Deux années de perdues, en somme, qui peuvent cependant être rattrapées pour peu que l’on « cadre » bien le principal empêcheur de faire la paix Laurent Gbagbo.

Maintien de Laurent Koudou Gbagbo au pouvoir pour douze mois supplémentaires, désignation d’un Premier ministre « acceptable » et aux pouvoirs étendus pour « assainir » l’espace juridico-institutionnel ivoirien sous l’œil de la médiation sud-africaine et de l’ONU, les recommandations de la réunion d’Addis Abéba, ont tout l’air d’un Marcoussis bis.

Il avait en effet été décidé dans cette banlieue parisienne où l’équipe de rugby française prend ses quartiers (quoi de plus normal pour séparer une « mêlée ») que Laurent Gbagbo soit dépouillé d’une partie de ses prérogatives au profit d’un Premier ministre chargé de conduire le processus devant aboutir à la réconciliation nationale et

à l’organisation d’élections libres, transparentes et équitables en Côte d’Ivoire. Une occurrence rendue impossible par les manœuvres dilatoires et le radicalisme de Gbagbo et ses faucons qui ont tout fait pour mettre des bâtons dans les roues du pauvre Seydou Elimane Diarra. Dès sa nomination en effet, ce dernier se voyait dire qu’en vertu du « respect des institutions de la république de Côte d’Ivoire »,

le président demeurait le « seul maître à bord », le Premier ministre devant agir sous son « contrôle » et ses orientations.

Malgré la mise en place, le 13 mars 2003, d’un gouvernement de réconciliation avec tous les signataires de l’accord de Linas-Marcoussis, l’esprit de cet accord était faussé, le Premier ministre se trouvant corsété, en vertu de la constitution. Premier point d’achoppement entre les deux têtes de l’exécutif, la nomination des ministres de la Défense et de la Sécurité qui mettra du temps à être effective (ce n’est que le 12 septembre 2003 que ceux-ci seront désignés) le président rejetant systématiquement tous les candidats proposés par son Premier ministre, en vertu de ses « pouvoirs constitutionnels ».

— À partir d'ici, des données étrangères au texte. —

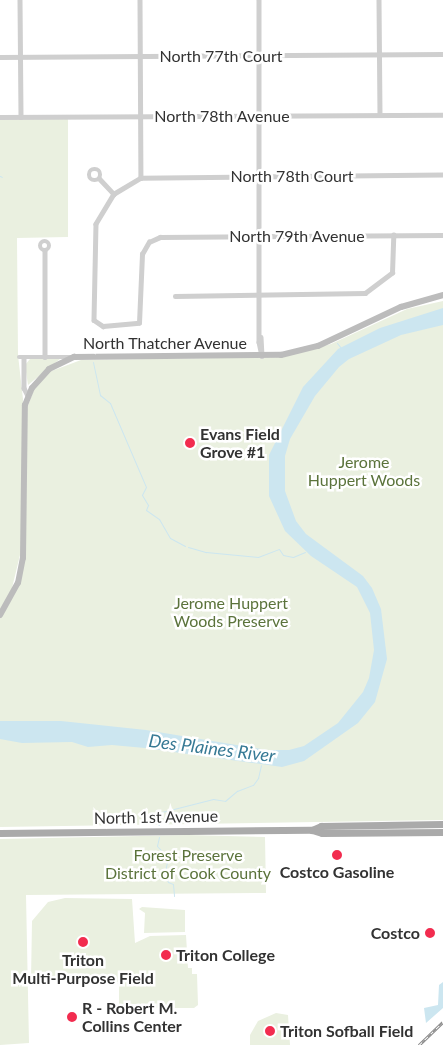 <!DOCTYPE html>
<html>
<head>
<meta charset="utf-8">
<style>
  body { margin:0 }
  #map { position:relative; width:443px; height:1045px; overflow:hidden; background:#fff; font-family:Lato,sans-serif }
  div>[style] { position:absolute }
  .green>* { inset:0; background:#eaf0e0 }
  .water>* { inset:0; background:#cce6f0 }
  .stream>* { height:1px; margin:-0.5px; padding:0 0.5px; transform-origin:0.5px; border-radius:0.5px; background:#cce6f0 }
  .street>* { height:4.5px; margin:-2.25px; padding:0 2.25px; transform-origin:2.25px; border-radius:2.25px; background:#cfcfcf }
  .street>.ring { margin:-2.25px; padding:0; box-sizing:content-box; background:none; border:4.5px solid #cfcfcf; border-radius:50% }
  .secondary>* { height:6px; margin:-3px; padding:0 3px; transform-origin:3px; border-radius:3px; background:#bcbcbc }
  .primary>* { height:7px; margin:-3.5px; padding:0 3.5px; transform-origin:3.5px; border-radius:3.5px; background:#aaa }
  .rail>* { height:3px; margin-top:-1.5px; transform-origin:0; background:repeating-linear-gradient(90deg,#fff 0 4px,#878787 0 8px); box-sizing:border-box; border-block:1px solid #878787 }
  .dots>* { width:14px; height:14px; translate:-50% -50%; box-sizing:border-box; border:2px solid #fff; border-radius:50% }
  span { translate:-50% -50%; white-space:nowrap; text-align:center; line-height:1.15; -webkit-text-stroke:5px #fff; paint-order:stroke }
  .street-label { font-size:16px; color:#323232 }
  .poi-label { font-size:16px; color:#323232; font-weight:700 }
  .left { translate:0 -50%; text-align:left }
  .right { translate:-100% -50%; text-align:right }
  .park-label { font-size:16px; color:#5b733b }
  .water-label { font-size:18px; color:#377a95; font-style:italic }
</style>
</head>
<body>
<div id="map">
  <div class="green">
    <div style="clip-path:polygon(0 119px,68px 119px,68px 237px,17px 238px,18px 355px,23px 399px,21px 551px,11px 592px,0 611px)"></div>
    <div style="clip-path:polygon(443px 301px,443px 820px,0 827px,0 619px,20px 582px,27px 408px,35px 387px,49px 372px,81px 360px,283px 357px,331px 344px,407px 309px)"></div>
    <div style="clip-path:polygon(30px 359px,60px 359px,28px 385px,25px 365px)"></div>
    <div style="clip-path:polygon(188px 835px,265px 837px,266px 893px,26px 895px,29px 1043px,0 1045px,0 839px)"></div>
    <div style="clip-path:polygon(65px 898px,132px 899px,135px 943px,150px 936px,186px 935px,188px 968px,192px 968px,192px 974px,197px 974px,198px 1005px,194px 1008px,136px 1008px,136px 1004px,119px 1005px,119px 985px,116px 982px,108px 982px,107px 978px,31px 979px,32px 921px,48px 902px)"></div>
    <div style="clip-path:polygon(142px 907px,185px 910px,185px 932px,144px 933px,145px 913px,139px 909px)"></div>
    <div style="clip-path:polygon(276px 1013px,288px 1015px,290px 1045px,250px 1045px,250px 1035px,258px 1021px)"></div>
  </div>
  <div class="water">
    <div style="clip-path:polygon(443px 308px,443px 325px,401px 335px,349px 359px,339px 367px,315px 396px,290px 439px,285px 456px,285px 491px,296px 521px,306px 534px,363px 576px,372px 588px,381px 609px,387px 659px,375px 702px,358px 723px,304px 761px,282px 767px,145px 748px,112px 745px,88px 747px,72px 742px,22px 743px,0 739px,0 721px,61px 721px,146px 730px,267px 750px,289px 750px,304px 746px,338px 723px,363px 692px,369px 678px,374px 650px,370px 613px,357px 587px,311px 556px,285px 531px,269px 496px,269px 455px,303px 387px,338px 349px,380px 328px)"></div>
    <div style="clip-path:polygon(443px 982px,443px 1008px,426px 1023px,424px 1008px,438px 1005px,439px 985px)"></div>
  </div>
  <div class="stream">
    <div style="left:0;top:176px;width:2px;rotate:27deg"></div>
    <div style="left:337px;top:343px;width:6px;rotate:51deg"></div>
    <div style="left:93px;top:362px;width:34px;rotate:78deg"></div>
    <div style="left:100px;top:395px;width:13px;rotate:39deg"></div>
    <div style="left:110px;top:403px;width:91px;rotate:66.8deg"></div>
    <div style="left:146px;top:487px;width:9px;rotate:117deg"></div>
    <div style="left:142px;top:495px;width:12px;rotate:59deg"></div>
    <div style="left:148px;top:505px;width:5px;rotate:112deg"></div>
    <div style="left:146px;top:510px;width:16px;rotate:35deg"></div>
    <div style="left:159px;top:519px;width:22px;rotate:60deg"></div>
    <div style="left:170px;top:538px;width:17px;rotate:28deg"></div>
    <div style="left:188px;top:547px;width:19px;rotate:16deg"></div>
    <div style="left:206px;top:552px;width:52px;rotate:5.5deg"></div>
    <div style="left:258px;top:557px;width:22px;rotate:-21deg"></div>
    <div style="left:279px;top:549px;width:7px;rotate:56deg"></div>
    <div style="left:283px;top:555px;width:10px;rotate:11deg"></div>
    <div style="left:293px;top:557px;width:13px;rotate:-23deg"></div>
    <div style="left:159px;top:825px;width:9px;rotate:-139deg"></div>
    <div style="left:152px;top:819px;width:5px;rotate:-68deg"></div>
    <div style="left:154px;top:814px;width:61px;rotate:-14.3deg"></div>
    <div style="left:213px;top:799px;width:12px;rotate:9deg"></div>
    <div style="left:225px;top:801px;width:16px;rotate:-40deg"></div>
    <div style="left:237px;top:791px;width:17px;rotate:-21deg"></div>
    <div style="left:253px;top:785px;width:9px;rotate:-54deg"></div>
    <div style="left:258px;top:778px;width:13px;rotate:-77deg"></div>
    <div style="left:159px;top:837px;width:9px;rotate:103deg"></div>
    <div style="left:157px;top:846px;width:16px;rotate:47deg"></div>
    <div style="left:168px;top:858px;width:13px;rotate:103deg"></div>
    <div style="left:165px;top:871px;width:11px;rotate:75deg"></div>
    <div style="left:168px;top:882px;width:5px;rotate:22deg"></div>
    <div style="left:173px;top:884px;width:12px;rotate:85deg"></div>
  </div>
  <div class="street">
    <div style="left:20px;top:0;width:117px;rotate:89.5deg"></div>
    <div style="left:140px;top:0;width:178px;rotate:89.7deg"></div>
    <div style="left:259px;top:0;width:342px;rotate:90deg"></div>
    <div style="left:259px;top:342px;width:14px;rotate:78deg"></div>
    <div style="left:379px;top:0;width:115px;rotate:89.5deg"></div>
    <div style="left:0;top:57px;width:443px;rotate:-0.4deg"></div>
    <div style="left:0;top:117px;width:443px;rotate:-0.3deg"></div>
    <div class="ring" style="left:89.5px;top:169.5px;width:6.5px;height:6.5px"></div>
    <div style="left:443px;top:175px;width:302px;rotate:179.4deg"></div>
    <div style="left:141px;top:178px;width:31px;rotate:149deg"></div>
    <div style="left:114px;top:194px;width:35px;rotate:121deg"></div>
    <div style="left:96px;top:224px;width:96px;rotate:91.2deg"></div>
    <div style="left:94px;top:320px;width:11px;rotate:34deg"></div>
    <div style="left:103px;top:326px;width:36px;rotate:-5deg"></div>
    <div style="left:139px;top:323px;width:69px;rotate:-87.5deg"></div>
    <div style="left:142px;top:254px;width:14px;rotate:-60deg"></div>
    <div style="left:149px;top:242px;width:12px;rotate:-24deg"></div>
    <div style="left:160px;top:237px;width:283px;rotate:-0.4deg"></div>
    <div style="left:99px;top:178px;width:22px;rotate:47deg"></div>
    <div class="ring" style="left:40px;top:241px;width:5.5px;height:5.5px"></div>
    <div style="left:45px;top:251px;width:106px;rotate:90deg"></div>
    <div style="left:175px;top:296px;width:190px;rotate:-0.9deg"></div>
    <div style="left:365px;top:293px;width:34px;rotate:-37deg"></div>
    <div style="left:392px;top:273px;width:38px;rotate:-88deg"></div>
    <div style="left:261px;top:337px;width:19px;rotate:87deg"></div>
    <div style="left:19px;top:357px;width:54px"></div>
    <div style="left:24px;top:357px;width:31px;rotate:90deg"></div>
    <div style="left:24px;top:388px;width:9px;rotate:63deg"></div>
  </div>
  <div class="secondary">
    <div style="left:0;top:615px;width:37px;rotate:-61deg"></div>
    <div style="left:18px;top:583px;width:25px;rotate:-79deg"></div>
    <div style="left:23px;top:558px;width:153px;rotate:-89.3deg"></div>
    <div style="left:25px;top:405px;width:18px;rotate:-68deg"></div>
    <div style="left:32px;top:388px;width:25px;rotate:-48deg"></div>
    <div style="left:49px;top:369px;width:28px;rotate:-26deg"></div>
    <div style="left:74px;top:357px;width:207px;rotate:-0.6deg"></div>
    <div style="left:281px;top:355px;width:38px;rotate:-14deg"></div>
    <div style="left:318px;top:346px;width:92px;rotate:-25.2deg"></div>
    <div style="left:401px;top:307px;width:44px;rotate:-15.9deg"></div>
  </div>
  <div class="primary">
    <div style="left:312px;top:830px;width:10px;rotate:-24deg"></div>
    <div style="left:321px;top:826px;width:122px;rotate:-0.9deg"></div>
    <div style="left:0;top:833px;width:312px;rotate:-0.6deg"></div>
    <div style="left:312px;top:830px;width:10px;rotate:17deg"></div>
    <div style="left:322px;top:833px;width:121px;rotate:-0.5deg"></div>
  </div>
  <div class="rail">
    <div style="left:419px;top:1045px;width:33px;rotate:-44deg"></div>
  </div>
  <div class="dots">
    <div style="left:190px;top:443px;background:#f22c4f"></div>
    <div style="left:337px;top:855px;background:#f22c4f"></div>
    <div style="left:430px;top:933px;background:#f22c4f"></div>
    <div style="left:83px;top:942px;background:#f22c4f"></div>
    <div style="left:166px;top:955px;background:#f22c4f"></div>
    <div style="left:72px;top:1017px;background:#f22c4f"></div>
    <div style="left:270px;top:1031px;background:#f22c4f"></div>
  </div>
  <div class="street-label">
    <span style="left:221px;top:56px">North 77th Court</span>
    <span style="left:222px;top:116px">North 78th Avenue</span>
    <span style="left:292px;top:176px">North 78th Court</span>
    <span style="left:297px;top:236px">North 79th Avenue</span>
    <span style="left:165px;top:343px">North Thatcher Avenue</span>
    <span style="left:156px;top:817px;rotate:-1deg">North 1st Avenue</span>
  </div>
  <div class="poi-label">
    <span class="left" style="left:200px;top:443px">Evans Field<br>Grove #1</span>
    <span style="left:337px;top:872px">Costco Gasoline</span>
    <span class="right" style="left:420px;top:933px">Costco</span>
    <span class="left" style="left:176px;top:955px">Triton College</span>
    <span style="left:83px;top:969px">Triton<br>Multi-Purpose Field</span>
    <span class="left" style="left:82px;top:1017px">R - Robert M.<br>Collins Center</span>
    <span class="left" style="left:280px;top:1031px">Triton Sofball Field</span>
  </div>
  <div class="park-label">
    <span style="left:364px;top:471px">Jerome<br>Huppert Woods</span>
    <span style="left:231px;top:612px">Jerome Huppert<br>Woods Preserve</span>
    <span style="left:188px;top:864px">Forest Preserve<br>District of Cook County</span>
  </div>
  <div class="water-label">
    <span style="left:212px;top:748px;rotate:7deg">Des Plaines River</span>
  </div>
</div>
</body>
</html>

Et même si la loi d’amnistie avait été votée le 6 août 2003, la création d’un climat de psychose à Abidjan rendait la capitale économique « infréquentable » pour les ministres des Forces Nouvelles.

D’abord « cantonnés » à l’hôtel du Golf par mesure de sécurité, lesdits ministres finiront par se « replier » vers des zones plus sûres, la création des milices et le refus du pouvoir de voter les lois essentielles (loi sur le foncier rural, loi sur la nationalité...) traduisant sa volonté intacte d’en découdre militairement pour résoudre la crise. « On ne règle pas un coup d’Etat par des solutions politiques », chantaient les caciques du pouvoir, travertissant du coup, le problème ivoirien, que l’on peut résumer en une crise identitaire.

Stop ou encore ?

Absentéisme, actes de défiance, incompétence (certains militants du FPI se voyaient récompensés par des strapontins ministériels) entretien du climat de xénophobie, Seydou Diarra se voyait confronté à d’énormes difficultés quant à l’obtention d’une équipe de travail homogène.

Illustration de cette guéquerre entre Gbagbo et son Premier ministre, le cas de la radio télévision ivoirienne (RTI) et ses directeurs « éphémères ». L’information étant une denrée stratégique en temps normal a fortiori en temps de crise, Gbagbo a toujours rejeté les directeurs proposées par son ennemi intime et ministre de la Communication, Guillaume Soro.

Ce n’est que le 3 janvier 2005, en prélude au sommet de Pretoria I (avril 2005) que Gbagbo a réinstallé l’ancienne direction et l’ancien conseil d’administration à la tête de la RTI. Et même si le 05 mai 2005, Gbagbo a décidé qu’Alassane Ouattara pouvait se présenter à l’élection présidentielle, il a annulé les effets bénéfiques de cette décision en désignant l’Institut national des statistiques pour la conduite des opérations de recensement du scrutin, l’établissement et la distribution des cartes d’électeur. Une décision scélérate, ce rôle ayant été dévolu consensuellement à la Commission nationale électorale (CNE) d’une part et, ce « canal » qu’il contrôle permettant au pouvoir de désigner les Ivoiriens « à la tête du client », d’autre part.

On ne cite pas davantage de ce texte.